MATERIAL FOR THIS EXERCISE section start

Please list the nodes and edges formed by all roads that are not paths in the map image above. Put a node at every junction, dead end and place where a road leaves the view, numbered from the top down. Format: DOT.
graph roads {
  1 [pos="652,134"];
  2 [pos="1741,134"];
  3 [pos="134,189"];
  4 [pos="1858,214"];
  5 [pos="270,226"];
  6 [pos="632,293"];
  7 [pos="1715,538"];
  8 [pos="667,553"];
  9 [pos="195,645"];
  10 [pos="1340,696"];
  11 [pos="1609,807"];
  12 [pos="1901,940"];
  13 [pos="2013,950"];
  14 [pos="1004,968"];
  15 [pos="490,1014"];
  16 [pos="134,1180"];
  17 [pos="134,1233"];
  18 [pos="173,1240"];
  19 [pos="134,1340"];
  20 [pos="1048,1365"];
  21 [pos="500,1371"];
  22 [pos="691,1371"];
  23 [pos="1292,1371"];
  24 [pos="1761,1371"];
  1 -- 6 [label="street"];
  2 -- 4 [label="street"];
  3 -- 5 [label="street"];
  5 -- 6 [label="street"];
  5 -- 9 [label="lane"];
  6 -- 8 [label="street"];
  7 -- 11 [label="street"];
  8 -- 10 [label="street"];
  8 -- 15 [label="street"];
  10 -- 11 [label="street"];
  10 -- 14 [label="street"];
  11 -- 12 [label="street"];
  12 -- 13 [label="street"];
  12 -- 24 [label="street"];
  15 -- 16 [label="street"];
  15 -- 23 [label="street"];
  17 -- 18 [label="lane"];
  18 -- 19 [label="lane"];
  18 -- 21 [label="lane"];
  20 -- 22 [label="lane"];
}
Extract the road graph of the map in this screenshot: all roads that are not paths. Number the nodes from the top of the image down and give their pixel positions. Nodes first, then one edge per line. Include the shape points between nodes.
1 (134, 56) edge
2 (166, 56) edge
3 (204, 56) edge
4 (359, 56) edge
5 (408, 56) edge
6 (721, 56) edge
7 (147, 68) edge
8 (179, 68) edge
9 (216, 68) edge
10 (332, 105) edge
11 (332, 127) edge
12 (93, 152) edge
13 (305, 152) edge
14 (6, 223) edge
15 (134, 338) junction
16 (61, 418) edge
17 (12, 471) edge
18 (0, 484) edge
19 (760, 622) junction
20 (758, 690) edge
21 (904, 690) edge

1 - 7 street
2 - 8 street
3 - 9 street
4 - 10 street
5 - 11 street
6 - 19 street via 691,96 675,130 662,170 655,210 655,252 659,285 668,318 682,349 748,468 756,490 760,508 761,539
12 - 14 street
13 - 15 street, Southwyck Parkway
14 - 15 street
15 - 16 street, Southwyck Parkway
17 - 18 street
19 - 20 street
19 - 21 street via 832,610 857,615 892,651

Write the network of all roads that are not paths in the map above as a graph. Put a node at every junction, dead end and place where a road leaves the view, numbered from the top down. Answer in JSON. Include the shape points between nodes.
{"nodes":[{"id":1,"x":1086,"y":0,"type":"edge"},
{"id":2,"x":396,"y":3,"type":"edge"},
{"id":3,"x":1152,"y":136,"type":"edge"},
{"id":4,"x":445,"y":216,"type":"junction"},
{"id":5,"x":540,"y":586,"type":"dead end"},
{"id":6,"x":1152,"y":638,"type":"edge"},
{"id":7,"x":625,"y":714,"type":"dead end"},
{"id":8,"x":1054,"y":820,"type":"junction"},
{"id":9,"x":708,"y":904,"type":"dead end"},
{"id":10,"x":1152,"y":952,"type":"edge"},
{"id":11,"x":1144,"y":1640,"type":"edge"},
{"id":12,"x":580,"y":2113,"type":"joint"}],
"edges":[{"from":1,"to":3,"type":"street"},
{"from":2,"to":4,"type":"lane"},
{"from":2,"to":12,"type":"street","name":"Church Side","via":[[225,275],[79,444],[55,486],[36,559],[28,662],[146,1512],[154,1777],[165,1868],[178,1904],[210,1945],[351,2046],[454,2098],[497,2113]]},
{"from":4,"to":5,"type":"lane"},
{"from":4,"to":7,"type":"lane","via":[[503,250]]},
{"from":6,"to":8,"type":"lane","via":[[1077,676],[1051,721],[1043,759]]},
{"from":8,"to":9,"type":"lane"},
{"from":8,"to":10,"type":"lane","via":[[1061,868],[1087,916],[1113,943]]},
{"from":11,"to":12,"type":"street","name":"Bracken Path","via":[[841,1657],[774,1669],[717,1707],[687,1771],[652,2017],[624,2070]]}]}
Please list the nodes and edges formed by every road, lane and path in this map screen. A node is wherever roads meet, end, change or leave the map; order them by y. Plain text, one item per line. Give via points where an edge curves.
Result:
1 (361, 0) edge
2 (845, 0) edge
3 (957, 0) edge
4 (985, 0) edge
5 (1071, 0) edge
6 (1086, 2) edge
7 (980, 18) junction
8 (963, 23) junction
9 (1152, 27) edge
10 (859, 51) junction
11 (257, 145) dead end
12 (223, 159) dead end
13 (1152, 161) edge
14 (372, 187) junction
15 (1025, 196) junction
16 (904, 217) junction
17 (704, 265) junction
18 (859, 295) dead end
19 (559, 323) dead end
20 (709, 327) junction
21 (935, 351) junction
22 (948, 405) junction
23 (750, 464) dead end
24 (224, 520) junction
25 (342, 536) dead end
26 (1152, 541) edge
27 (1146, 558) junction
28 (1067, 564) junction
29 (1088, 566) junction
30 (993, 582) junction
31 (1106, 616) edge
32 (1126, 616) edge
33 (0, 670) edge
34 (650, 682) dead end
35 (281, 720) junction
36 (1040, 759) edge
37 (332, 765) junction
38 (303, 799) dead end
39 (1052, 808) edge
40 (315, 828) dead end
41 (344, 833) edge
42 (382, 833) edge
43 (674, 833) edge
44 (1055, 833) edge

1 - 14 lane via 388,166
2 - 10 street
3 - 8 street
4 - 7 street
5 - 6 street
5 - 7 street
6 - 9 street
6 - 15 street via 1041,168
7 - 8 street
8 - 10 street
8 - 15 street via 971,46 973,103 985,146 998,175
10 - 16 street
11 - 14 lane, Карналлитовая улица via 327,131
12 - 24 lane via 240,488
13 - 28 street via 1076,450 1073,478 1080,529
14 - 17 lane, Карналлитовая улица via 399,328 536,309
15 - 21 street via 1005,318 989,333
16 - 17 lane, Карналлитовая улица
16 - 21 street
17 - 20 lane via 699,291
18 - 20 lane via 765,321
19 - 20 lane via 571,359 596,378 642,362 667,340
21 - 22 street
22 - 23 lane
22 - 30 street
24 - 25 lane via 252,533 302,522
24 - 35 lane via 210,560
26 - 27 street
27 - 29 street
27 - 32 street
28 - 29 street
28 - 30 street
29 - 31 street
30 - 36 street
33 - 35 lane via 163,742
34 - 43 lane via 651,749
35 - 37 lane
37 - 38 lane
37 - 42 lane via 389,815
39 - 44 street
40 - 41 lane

MATERIAL FOR THIS EXERCISE section end

PROMPT:
All of the records above should be copied exactly.

RESULT OF THE TASK:
Please list the nodes and edges formed by all roads that are not paths in the map image above. Put a node at every junction, dead end and place where a road leaves the view, numbered from the top down. Format: DOT.
graph roads {
  1 [pos="652,134"];
  2 [pos="1741,134"];
  3 [pos="134,189"];
  4 [pos="1858,214"];
  5 [pos="270,226"];
  6 [pos="632,293"];
  7 [pos="1715,538"];
  8 [pos="667,553"];
  9 [pos="195,645"];
  10 [pos="1340,696"];
  11 [pos="1609,807"];
  12 [pos="1901,940"];
  13 [pos="2013,950"];
  14 [pos="1004,968"];
  15 [pos="490,1014"];
  16 [pos="134,1180"];
  17 [pos="134,1233"];
  18 [pos="173,1240"];
  19 [pos="134,1340"];
  20 [pos="1048,1365"];
  21 [pos="500,1371"];
  22 [pos="691,1371"];
  23 [pos="1292,1371"];
  24 [pos="1761,1371"];
  1 -- 6 [label="street"];
  2 -- 4 [label="street"];
  3 -- 5 [label="street"];
  5 -- 6 [label="street"];
  5 -- 9 [label="lane"];
  6 -- 8 [label="street"];
  7 -- 11 [label="street"];
  8 -- 10 [label="street"];
  8 -- 15 [label="street"];
  10 -- 11 [label="street"];
  10 -- 14 [label="street"];
  11 -- 12 [label="street"];
  12 -- 13 [label="street"];
  12 -- 24 [label="street"];
  15 -- 16 [label="street"];
  15 -- 23 [label="street"];
  17 -- 18 [label="lane"];
  18 -- 19 [label="lane"];
  18 -- 21 [label="lane"];
  20 -- 22 [label="lane"];
}
Extract the road graph of the map in this screenshot: all roads that are not paths. Number the nodes from the top of the image down and give their pixel positions. Nodes first, then one edge per line. Include the shape points between nodes.
1 (134, 56) edge
2 (166, 56) edge
3 (204, 56) edge
4 (359, 56) edge
5 (408, 56) edge
6 (721, 56) edge
7 (147, 68) edge
8 (179, 68) edge
9 (216, 68) edge
10 (332, 105) edge
11 (332, 127) edge
12 (93, 152) edge
13 (305, 152) edge
14 (6, 223) edge
15 (134, 338) junction
16 (61, 418) edge
17 (12, 471) edge
18 (0, 484) edge
19 (760, 622) junction
20 (758, 690) edge
21 (904, 690) edge

1 - 7 street
2 - 8 street
3 - 9 street
4 - 10 street
5 - 11 street
6 - 19 street via 691,96 675,130 662,170 655,210 655,252 659,285 668,318 682,349 748,468 756,490 760,508 761,539
12 - 14 street
13 - 15 street, Southwyck Parkway
14 - 15 street
15 - 16 street, Southwyck Parkway
17 - 18 street
19 - 20 street
19 - 21 street via 832,610 857,615 892,651

Write the network of all roads that are not paths in the map above as a graph. Put a node at every junction, dead end and place where a road leaves the view, numbered from the top down. Answer in JSON. Include the shape points between nodes.
{"nodes":[{"id":1,"x":1086,"y":0,"type":"edge"},
{"id":2,"x":396,"y":3,"type":"edge"},
{"id":3,"x":1152,"y":136,"type":"edge"},
{"id":4,"x":445,"y":216,"type":"junction"},
{"id":5,"x":540,"y":586,"type":"dead end"},
{"id":6,"x":1152,"y":638,"type":"edge"},
{"id":7,"x":625,"y":714,"type":"dead end"},
{"id":8,"x":1054,"y":820,"type":"junction"},
{"id":9,"x":708,"y":904,"type":"dead end"},
{"id":10,"x":1152,"y":952,"type":"edge"},
{"id":11,"x":1144,"y":1640,"type":"edge"},
{"id":12,"x":580,"y":2113,"type":"joint"}],
"edges":[{"from":1,"to":3,"type":"street"},
{"from":2,"to":4,"type":"lane"},
{"from":2,"to":12,"type":"street","name":"Church Side","via":[[225,275],[79,444],[55,486],[36,559],[28,662],[146,1512],[154,1777],[165,1868],[178,1904],[210,1945],[351,2046],[454,2098],[497,2113]]},
{"from":4,"to":5,"type":"lane"},
{"from":4,"to":7,"type":"lane","via":[[503,250]]},
{"from":6,"to":8,"type":"lane","via":[[1077,676],[1051,721],[1043,759]]},
{"from":8,"to":9,"type":"lane"},
{"from":8,"to":10,"type":"lane","via":[[1061,868],[1087,916],[1113,943]]},
{"from":11,"to":12,"type":"street","name":"Bracken Path","via":[[841,1657],[774,1669],[717,1707],[687,1771],[652,2017],[624,2070]]}]}
Please list the nodes and edges formed by every road, lane and path in this map screen. A node is wherever roads meet, end, change or leave the map; order them by y. Plain text, one item per line. Give via points where an edge curves.
Result:
1 (361, 0) edge
2 (845, 0) edge
3 (957, 0) edge
4 (985, 0) edge
5 (1071, 0) edge
6 (1086, 2) edge
7 (980, 18) junction
8 (963, 23) junction
9 (1152, 27) edge
10 (859, 51) junction
11 (257, 145) dead end
12 (223, 159) dead end
13 (1152, 161) edge
14 (372, 187) junction
15 (1025, 196) junction
16 (904, 217) junction
17 (704, 265) junction
18 (859, 295) dead end
19 (559, 323) dead end
20 (709, 327) junction
21 (935, 351) junction
22 (948, 405) junction
23 (750, 464) dead end
24 (224, 520) junction
25 (342, 536) dead end
26 (1152, 541) edge
27 (1146, 558) junction
28 (1067, 564) junction
29 (1088, 566) junction
30 (993, 582) junction
31 (1106, 616) edge
32 (1126, 616) edge
33 (0, 670) edge
34 (650, 682) dead end
35 (281, 720) junction
36 (1040, 759) edge
37 (332, 765) junction
38 (303, 799) dead end
39 (1052, 808) edge
40 (315, 828) dead end
41 (344, 833) edge
42 (382, 833) edge
43 (674, 833) edge
44 (1055, 833) edge

1 - 14 lane via 388,166
2 - 10 street
3 - 8 street
4 - 7 street
5 - 6 street
5 - 7 street
6 - 9 street
6 - 15 street via 1041,168
7 - 8 street
8 - 10 street
8 - 15 street via 971,46 973,103 985,146 998,175
10 - 16 street
11 - 14 lane, Карналлитовая улица via 327,131
12 - 24 lane via 240,488
13 - 28 street via 1076,450 1073,478 1080,529
14 - 17 lane, Карналлитовая улица via 399,328 536,309
15 - 21 street via 1005,318 989,333
16 - 17 lane, Карналлитовая улица
16 - 21 street
17 - 20 lane via 699,291
18 - 20 lane via 765,321
19 - 20 lane via 571,359 596,378 642,362 667,340
21 - 22 street
22 - 23 lane
22 - 30 street
24 - 25 lane via 252,533 302,522
24 - 35 lane via 210,560
26 - 27 street
27 - 29 street
27 - 32 street
28 - 29 street
28 - 30 street
29 - 31 street
30 - 36 street
33 - 35 lane via 163,742
34 - 43 lane via 651,749
35 - 37 lane
37 - 38 lane
37 - 42 lane via 389,815
39 - 44 street
40 - 41 lane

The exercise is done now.